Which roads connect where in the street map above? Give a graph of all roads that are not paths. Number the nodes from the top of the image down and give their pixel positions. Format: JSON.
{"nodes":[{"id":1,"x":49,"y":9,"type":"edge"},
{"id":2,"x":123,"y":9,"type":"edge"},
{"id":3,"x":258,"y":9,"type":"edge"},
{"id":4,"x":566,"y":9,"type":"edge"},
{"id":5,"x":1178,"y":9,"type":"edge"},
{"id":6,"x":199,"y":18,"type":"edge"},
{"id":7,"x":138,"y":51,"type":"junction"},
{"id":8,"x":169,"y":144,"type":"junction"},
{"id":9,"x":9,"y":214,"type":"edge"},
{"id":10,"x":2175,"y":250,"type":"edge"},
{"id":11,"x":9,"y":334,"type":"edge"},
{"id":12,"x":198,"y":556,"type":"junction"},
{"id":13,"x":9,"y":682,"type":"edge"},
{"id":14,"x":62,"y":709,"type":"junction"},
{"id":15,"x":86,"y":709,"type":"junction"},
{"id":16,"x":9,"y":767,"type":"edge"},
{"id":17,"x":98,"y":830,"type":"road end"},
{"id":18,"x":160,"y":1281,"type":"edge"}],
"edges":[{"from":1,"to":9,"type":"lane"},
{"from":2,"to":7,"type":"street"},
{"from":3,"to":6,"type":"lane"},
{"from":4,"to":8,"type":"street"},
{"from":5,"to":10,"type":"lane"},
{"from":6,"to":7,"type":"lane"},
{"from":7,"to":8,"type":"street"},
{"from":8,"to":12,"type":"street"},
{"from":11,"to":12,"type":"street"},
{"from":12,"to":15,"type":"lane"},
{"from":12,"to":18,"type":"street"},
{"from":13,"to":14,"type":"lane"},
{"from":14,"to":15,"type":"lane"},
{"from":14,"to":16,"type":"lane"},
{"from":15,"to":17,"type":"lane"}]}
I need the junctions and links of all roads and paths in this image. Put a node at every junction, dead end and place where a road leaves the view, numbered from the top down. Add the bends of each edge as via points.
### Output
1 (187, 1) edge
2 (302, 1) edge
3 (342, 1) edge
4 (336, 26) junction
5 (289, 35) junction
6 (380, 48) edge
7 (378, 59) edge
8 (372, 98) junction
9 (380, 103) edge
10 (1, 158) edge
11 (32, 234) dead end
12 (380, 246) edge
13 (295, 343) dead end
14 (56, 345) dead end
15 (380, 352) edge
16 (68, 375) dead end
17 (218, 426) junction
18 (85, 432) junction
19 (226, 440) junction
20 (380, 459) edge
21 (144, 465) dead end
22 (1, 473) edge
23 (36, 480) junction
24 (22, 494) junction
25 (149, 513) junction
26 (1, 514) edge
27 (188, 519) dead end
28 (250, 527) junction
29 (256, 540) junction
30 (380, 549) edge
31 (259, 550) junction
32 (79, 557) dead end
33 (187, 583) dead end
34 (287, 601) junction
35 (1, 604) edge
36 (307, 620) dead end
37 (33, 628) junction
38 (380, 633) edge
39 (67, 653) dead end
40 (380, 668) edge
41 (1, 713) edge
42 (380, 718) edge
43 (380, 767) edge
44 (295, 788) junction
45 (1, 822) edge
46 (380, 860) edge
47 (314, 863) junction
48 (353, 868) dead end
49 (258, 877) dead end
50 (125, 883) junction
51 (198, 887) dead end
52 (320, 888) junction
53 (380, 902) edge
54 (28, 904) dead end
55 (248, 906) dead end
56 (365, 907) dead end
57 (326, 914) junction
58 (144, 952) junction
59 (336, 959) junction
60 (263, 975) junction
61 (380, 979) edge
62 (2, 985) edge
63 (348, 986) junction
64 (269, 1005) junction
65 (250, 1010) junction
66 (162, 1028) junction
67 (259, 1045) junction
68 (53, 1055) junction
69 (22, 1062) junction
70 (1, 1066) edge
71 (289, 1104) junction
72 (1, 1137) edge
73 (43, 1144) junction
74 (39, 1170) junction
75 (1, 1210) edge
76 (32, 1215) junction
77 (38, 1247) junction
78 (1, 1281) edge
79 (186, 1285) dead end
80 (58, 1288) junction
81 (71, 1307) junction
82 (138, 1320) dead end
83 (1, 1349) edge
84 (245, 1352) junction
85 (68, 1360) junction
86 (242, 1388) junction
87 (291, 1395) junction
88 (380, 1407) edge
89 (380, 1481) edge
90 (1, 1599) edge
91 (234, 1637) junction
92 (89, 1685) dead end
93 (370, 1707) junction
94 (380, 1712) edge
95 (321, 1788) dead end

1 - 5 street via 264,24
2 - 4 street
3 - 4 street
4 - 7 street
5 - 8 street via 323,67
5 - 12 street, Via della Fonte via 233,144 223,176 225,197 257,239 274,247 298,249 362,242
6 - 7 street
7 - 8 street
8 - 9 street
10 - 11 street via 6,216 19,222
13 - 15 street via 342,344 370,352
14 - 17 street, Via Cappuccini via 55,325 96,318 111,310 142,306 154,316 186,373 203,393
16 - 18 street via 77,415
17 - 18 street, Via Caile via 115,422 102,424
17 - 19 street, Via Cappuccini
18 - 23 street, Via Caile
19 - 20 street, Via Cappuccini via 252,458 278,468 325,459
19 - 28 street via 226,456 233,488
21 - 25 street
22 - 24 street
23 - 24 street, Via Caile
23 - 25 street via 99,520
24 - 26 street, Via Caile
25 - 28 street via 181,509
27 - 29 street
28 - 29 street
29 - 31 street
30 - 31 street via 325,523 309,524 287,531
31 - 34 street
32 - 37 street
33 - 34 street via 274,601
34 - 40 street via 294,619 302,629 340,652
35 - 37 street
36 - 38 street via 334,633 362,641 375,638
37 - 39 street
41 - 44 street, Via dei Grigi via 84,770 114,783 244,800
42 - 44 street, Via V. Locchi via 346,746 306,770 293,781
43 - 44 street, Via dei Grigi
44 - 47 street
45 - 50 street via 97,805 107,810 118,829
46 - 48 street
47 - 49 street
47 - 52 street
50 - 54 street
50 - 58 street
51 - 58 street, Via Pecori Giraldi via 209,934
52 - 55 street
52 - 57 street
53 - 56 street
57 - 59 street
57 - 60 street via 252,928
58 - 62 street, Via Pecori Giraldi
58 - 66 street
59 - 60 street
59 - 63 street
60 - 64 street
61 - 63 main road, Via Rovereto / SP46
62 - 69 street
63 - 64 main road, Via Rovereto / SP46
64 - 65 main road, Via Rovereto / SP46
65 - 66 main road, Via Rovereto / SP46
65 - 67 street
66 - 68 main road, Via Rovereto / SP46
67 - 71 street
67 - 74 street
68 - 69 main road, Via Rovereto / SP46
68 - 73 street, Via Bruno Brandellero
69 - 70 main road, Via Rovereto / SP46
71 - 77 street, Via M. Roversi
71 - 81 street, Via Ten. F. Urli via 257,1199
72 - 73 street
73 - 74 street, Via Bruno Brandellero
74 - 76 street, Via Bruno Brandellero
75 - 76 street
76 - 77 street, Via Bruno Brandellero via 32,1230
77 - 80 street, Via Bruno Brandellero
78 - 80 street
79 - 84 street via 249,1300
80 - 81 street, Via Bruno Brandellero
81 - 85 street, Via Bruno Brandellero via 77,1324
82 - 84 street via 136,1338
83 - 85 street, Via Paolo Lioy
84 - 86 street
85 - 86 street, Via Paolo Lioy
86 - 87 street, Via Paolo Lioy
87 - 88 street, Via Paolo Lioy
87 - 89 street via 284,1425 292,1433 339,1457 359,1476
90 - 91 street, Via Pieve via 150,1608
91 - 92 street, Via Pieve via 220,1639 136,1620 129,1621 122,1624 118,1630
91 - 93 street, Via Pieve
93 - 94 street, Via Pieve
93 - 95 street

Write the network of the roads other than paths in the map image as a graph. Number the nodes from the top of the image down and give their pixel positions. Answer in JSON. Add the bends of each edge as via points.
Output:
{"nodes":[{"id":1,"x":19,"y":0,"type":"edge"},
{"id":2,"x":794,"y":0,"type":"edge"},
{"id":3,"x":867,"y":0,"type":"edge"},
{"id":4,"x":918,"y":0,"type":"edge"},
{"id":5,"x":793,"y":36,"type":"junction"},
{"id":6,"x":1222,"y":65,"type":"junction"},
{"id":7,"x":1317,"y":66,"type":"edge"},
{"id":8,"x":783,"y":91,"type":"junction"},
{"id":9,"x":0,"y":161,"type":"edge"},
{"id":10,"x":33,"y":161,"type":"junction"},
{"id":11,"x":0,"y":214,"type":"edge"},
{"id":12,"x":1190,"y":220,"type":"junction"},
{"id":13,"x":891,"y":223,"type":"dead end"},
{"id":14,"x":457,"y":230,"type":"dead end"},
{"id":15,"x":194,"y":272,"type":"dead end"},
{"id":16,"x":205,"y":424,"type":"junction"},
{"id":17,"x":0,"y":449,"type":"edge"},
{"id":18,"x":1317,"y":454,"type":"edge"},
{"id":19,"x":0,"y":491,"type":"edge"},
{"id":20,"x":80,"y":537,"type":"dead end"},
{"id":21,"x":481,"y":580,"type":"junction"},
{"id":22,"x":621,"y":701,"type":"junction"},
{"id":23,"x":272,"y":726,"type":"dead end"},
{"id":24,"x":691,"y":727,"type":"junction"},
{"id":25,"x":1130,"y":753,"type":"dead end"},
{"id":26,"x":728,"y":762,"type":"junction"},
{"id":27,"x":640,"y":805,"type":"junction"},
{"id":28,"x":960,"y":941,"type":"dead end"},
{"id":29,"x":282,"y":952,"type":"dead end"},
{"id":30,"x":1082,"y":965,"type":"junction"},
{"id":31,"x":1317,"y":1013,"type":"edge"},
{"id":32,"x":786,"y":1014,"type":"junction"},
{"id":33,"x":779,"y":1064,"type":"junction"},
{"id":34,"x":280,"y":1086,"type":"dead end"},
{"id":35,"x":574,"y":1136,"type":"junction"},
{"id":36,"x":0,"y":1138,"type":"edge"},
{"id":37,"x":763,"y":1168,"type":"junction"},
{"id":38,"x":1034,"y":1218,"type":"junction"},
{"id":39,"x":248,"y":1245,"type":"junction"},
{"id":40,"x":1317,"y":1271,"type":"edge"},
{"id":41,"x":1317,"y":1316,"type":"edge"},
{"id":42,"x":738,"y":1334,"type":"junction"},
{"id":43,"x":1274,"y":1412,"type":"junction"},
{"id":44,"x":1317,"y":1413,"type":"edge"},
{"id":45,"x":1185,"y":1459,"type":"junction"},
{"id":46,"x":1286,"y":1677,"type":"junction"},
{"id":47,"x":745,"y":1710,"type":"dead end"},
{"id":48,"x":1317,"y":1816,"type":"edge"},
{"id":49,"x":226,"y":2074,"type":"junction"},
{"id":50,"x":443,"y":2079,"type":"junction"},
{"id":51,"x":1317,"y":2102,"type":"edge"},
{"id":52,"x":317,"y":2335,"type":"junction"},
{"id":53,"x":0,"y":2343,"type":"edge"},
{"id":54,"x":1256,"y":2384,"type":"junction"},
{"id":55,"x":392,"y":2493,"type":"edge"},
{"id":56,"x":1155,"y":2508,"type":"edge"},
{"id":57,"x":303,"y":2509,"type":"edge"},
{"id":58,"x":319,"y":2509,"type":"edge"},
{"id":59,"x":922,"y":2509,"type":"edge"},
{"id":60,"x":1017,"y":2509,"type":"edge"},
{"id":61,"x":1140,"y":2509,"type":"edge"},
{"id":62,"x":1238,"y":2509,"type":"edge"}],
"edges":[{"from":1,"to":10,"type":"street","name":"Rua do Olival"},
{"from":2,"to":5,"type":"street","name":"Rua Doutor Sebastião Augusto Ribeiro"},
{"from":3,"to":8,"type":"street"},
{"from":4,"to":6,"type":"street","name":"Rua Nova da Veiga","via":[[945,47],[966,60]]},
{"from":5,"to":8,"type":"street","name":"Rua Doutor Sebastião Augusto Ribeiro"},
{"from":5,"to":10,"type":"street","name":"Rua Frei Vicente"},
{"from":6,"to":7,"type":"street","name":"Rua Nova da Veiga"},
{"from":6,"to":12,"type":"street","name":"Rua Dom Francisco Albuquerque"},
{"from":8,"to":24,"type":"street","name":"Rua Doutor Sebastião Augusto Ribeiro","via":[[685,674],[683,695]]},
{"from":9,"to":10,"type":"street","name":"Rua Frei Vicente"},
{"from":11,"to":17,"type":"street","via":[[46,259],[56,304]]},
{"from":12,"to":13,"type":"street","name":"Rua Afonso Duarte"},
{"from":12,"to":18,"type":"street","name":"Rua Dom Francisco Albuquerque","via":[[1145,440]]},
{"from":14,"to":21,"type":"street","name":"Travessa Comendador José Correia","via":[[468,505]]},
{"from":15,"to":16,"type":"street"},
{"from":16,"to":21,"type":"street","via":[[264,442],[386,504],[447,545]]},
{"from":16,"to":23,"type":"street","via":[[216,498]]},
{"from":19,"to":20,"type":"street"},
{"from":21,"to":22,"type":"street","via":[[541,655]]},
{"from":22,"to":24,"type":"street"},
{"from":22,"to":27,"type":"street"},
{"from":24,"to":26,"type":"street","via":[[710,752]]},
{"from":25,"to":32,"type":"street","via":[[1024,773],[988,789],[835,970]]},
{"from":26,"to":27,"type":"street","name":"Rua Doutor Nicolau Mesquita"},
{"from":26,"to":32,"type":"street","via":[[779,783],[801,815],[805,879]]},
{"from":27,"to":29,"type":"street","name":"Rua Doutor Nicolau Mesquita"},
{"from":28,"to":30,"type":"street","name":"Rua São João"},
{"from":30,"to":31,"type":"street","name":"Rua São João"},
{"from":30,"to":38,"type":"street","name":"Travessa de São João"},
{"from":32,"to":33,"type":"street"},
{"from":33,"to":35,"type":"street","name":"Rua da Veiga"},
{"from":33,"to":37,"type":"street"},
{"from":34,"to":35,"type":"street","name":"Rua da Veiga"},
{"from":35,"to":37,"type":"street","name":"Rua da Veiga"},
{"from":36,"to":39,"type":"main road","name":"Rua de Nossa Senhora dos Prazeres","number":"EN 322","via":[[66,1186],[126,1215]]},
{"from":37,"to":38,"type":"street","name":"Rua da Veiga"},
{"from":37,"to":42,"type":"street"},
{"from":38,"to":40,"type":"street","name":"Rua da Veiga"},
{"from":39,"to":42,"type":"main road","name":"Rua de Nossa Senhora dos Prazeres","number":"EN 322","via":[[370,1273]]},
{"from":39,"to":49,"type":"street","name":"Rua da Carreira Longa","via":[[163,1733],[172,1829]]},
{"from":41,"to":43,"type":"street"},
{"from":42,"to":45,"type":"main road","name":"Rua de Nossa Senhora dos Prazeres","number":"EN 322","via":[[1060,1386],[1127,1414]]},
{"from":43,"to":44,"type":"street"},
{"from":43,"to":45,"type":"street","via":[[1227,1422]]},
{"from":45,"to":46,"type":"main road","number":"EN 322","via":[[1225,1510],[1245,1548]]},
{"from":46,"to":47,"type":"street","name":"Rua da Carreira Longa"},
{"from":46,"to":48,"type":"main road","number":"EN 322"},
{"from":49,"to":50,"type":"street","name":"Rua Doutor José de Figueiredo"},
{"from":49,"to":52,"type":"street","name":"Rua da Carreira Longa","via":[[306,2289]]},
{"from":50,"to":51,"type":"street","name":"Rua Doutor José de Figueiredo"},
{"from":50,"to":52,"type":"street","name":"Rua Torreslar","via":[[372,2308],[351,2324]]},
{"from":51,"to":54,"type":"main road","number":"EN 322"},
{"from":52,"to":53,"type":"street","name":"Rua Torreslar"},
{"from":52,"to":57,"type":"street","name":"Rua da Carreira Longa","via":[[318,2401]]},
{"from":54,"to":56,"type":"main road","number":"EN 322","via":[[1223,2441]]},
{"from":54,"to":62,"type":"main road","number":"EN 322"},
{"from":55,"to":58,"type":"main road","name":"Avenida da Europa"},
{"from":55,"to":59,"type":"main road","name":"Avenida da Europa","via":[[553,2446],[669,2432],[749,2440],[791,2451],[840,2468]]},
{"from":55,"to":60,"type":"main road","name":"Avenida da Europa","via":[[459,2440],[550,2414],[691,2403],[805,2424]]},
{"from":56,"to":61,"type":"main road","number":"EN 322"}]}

***

● ABOUT THIS TASK
Look for the word "Pecori" in every line of the listing and copy the lines that have it.

● RESPONSE BOX
51 - 58 street, Via Pecori Giraldi via 209,934
58 - 62 street, Via Pecori Giraldi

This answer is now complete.